◎ 1
廃病院での出来事から数日後の生徒会室。御杞は柳と柳生に今回の事について説明していた。
そうなったのはつい先ほどの事。
その日の授業を終え、生徒会室へと入り机の上のプリントを一つにまとめていると柳と柳生が入ってきた。
柳生に時間は大丈夫かと尋ねられ大丈夫だと頷けば、柳生に頭を下げられた。
「……あの、話がみえないのですが。」
「今回の仁王くん達の事です。」
「ああ。貴方が謝る事はありませんよ、柳生くん。」
「いえ、前に仁王くんが。」
「貴方に変装していた事は、練習の一環と思っているので気にしていませんよ。
まあ、今度変装して私の前に現れたら容赦なく頭を叩いてやりますけどね。」
ふふと笑う御杞。冗談かと思ったが目が本気だった。
これは彼女の前ではもうしないようにと言わなければと柳生は思った。
「伝えておきます。」
「仁王が柳生に変装して鳳凰寺の前に現れる確率は高いからな。
早めに言っておいた方がいいだろう。
それより、」
「今回の件についてですか?」
「ああ。」
柳が頷けば御杞は引出を開け、数枚のプリントを取り出す。
一枚はあの病院。残りは新聞記事のコピーだった。
手術ミス!!患者は神経を損傷!!
医師を解雇。
患者が行方不明。死亡か?
医師首吊り自殺。病室で発見
怪奇!変死死体発見
共通しているのはあの病院の医師と患者。そして院長の息子。
「滝亜が祓っているときに貴方達が見たのはこの医師と患者が合っている所。
そしてそれを妬ましげに見ていたのがこの息子です。」
「……」
記事を読む二人。真相を知らない記者によって書かれた記事。
医師を批判するモノが圧倒的に多い。真相を知ったから見るのも嫌になる。
医師がミスをしたのではなく、あの男が意図的に怪我をさせたから。
そして女は行方不明になったのではなく、あの男がその遺体を焼却炉へと入れたのだ。
男、院長の、息子。変死した男。
「息子の死の原因は定かではありません。科学的には解明できなかった。」
「まさか、あの二人が。」
「かもしれませんし違うかもしれません。今ではもう確かめる術はありませんから。」
そうだ。変死した院長の息子は火葬されたし、解剖も今よりは劣っている。
真相を知る者ならば二人の怨念が殺した、と言うだろうし。
何も知らない者は違うと、毒物かもしれないと言うかもしれない。
今の自分達には確かめる術は全くないから、両方共否定できないし肯定もできない。
プリントを返し。不思議ですねと柳生は呟いた。
「そうだ。どうですか?切原くんの調子は」
「よくなったな。今までで一番調子がいい。」
「丸井くんと、仁王くんも。」
「そうですか。」
それはよかったと御杞が笑みを浮かべた時、生徒会室のドアが勢いよく開き、鳳凰寺先輩!!と赤也が入ってきた。
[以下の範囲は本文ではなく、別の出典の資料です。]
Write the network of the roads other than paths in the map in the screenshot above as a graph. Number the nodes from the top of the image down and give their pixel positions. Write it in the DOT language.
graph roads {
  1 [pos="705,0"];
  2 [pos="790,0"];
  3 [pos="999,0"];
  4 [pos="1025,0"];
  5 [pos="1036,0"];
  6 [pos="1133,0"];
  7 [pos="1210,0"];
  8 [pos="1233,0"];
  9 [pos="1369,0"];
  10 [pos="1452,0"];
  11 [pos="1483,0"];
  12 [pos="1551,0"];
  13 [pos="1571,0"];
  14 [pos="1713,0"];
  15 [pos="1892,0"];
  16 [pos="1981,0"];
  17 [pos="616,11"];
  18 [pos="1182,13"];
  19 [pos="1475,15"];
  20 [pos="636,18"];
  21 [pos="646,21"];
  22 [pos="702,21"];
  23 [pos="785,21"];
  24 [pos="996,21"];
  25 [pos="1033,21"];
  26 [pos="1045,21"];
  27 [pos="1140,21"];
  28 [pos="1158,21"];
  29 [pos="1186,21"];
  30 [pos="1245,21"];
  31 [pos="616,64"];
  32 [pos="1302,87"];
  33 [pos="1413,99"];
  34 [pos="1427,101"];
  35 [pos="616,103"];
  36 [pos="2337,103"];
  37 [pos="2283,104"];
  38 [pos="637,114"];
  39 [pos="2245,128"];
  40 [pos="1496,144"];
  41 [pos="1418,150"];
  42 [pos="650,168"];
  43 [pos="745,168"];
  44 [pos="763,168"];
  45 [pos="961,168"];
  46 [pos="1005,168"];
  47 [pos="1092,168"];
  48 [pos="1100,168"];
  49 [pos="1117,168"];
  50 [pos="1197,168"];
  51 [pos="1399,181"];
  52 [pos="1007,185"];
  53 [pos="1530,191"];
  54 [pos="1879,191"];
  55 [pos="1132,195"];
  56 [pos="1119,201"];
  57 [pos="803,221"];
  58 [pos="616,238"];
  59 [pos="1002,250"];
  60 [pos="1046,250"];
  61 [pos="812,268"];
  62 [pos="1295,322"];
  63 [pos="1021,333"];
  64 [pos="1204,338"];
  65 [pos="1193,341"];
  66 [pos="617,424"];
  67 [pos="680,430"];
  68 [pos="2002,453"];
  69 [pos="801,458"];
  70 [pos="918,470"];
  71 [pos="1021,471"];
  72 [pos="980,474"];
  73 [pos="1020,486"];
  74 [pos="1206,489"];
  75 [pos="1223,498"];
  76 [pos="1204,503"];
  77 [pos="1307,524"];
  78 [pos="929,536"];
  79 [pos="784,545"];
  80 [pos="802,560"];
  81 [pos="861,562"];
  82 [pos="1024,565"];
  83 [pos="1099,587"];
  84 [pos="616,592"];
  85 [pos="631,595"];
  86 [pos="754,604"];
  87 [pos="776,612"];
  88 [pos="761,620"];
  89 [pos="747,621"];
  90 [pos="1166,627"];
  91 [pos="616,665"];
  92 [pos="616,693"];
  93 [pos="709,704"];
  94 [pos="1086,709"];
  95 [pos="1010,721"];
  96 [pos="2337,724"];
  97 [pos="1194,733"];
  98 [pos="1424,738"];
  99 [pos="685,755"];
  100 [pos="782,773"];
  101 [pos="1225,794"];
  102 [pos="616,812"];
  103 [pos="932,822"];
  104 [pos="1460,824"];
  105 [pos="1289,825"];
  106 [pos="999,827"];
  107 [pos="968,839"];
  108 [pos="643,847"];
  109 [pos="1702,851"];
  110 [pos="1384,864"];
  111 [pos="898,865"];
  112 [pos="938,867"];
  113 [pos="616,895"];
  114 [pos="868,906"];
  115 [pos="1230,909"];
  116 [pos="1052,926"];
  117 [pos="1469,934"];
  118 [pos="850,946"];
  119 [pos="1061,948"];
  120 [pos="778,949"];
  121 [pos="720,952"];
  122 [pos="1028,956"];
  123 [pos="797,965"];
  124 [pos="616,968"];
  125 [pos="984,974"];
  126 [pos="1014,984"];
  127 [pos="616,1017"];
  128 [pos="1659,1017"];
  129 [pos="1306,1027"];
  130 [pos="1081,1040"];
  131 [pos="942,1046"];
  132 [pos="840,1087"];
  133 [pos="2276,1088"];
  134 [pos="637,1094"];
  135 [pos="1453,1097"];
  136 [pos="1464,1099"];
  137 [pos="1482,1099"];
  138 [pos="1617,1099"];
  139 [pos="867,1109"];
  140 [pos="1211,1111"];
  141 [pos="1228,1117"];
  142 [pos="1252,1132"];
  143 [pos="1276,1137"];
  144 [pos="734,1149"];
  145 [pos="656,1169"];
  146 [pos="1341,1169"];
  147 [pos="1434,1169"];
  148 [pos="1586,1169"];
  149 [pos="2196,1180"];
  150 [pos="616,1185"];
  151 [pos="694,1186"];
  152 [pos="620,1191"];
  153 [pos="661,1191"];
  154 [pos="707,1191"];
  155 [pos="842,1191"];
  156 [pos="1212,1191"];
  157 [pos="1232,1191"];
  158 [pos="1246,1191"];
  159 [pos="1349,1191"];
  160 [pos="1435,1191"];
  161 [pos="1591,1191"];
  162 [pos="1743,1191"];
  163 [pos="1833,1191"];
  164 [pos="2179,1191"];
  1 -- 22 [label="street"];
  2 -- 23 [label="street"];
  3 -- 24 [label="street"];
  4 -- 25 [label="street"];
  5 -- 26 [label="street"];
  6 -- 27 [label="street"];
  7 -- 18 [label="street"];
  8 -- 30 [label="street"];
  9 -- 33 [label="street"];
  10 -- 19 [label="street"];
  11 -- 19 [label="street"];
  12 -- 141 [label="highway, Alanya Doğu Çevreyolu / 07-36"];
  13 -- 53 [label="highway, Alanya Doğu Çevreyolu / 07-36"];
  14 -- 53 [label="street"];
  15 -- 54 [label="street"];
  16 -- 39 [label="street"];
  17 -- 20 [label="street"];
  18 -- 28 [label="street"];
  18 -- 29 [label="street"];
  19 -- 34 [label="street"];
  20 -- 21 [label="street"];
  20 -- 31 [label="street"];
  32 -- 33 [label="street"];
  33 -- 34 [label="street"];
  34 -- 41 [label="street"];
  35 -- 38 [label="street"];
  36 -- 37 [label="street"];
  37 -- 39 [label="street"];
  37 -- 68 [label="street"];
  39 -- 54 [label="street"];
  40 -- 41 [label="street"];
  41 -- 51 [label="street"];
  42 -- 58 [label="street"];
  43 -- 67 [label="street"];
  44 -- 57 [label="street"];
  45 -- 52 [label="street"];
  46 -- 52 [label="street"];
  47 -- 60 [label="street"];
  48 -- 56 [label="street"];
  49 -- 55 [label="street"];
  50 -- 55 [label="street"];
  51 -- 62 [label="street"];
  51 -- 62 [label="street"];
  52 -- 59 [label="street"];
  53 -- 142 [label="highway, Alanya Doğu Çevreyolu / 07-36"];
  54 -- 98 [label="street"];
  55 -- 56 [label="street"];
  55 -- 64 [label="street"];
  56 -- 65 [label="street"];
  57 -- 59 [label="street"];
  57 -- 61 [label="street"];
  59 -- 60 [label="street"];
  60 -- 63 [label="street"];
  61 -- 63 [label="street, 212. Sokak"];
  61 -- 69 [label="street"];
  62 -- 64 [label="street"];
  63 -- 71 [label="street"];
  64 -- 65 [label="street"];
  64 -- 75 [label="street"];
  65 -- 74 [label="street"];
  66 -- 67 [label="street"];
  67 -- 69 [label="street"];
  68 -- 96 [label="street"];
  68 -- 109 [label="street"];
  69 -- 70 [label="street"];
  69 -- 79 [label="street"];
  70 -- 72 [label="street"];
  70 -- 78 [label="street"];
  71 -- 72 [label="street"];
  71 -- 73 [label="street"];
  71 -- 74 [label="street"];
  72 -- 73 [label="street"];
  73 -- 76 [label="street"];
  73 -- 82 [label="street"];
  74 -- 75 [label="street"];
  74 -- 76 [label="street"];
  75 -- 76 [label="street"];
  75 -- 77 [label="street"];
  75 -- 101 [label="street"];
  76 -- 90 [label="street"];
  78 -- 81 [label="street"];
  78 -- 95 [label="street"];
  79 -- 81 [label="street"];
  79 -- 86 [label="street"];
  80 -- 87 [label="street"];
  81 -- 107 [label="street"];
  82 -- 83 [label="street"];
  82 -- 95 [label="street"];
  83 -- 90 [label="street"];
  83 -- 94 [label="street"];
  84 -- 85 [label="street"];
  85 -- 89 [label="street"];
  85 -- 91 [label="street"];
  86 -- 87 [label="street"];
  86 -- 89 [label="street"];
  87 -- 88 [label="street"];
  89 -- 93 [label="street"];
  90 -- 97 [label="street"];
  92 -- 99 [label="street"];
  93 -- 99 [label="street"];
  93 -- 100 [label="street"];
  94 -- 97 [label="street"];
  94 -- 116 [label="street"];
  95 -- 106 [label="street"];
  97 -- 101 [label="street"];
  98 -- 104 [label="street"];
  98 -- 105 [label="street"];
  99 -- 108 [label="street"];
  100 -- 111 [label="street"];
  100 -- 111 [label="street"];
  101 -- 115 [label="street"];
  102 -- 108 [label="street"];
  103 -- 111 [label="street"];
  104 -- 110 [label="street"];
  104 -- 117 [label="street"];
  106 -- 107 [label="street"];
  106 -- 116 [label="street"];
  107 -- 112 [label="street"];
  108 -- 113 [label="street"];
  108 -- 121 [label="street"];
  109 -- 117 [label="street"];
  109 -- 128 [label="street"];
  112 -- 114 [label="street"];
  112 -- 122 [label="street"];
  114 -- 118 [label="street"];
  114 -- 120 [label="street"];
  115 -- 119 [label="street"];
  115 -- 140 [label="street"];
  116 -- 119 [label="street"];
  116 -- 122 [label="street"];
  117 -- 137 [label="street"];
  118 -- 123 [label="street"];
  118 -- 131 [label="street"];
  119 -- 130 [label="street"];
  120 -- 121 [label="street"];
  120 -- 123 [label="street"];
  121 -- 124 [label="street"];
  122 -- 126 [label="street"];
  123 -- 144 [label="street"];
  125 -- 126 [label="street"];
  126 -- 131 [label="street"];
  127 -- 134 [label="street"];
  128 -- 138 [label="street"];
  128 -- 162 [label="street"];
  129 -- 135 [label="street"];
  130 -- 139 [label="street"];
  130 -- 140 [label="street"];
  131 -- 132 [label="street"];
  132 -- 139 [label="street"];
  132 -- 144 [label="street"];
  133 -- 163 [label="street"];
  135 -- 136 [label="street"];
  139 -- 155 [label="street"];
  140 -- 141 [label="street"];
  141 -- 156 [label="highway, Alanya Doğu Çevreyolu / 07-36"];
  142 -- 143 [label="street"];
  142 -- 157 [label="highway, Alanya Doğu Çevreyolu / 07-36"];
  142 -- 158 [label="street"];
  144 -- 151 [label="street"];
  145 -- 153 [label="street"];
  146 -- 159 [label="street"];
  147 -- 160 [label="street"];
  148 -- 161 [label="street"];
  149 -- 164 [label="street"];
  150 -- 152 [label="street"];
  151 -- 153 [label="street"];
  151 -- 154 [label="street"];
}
ノックをしたまえと柳生が注意すればすんませんと慌てて謝る。
「かまいませんよ。それよりどうしたんですか?」
「ばーちゃんに聞いて来きたっす!そしたらやっぱりばーちゃんのねーちゃんがあの病院に入院していて、」
「そうですか。やっぱり。」
納得しましたと頷く御杞。柳がどういう意味だと聞いた。
「…そうですね。説明しますよ、と言いたいですが。もうそろそろ練習が始まる時間ですよね?
歩きながら説明します。」
生徒会室の鍵を手に取り、立った。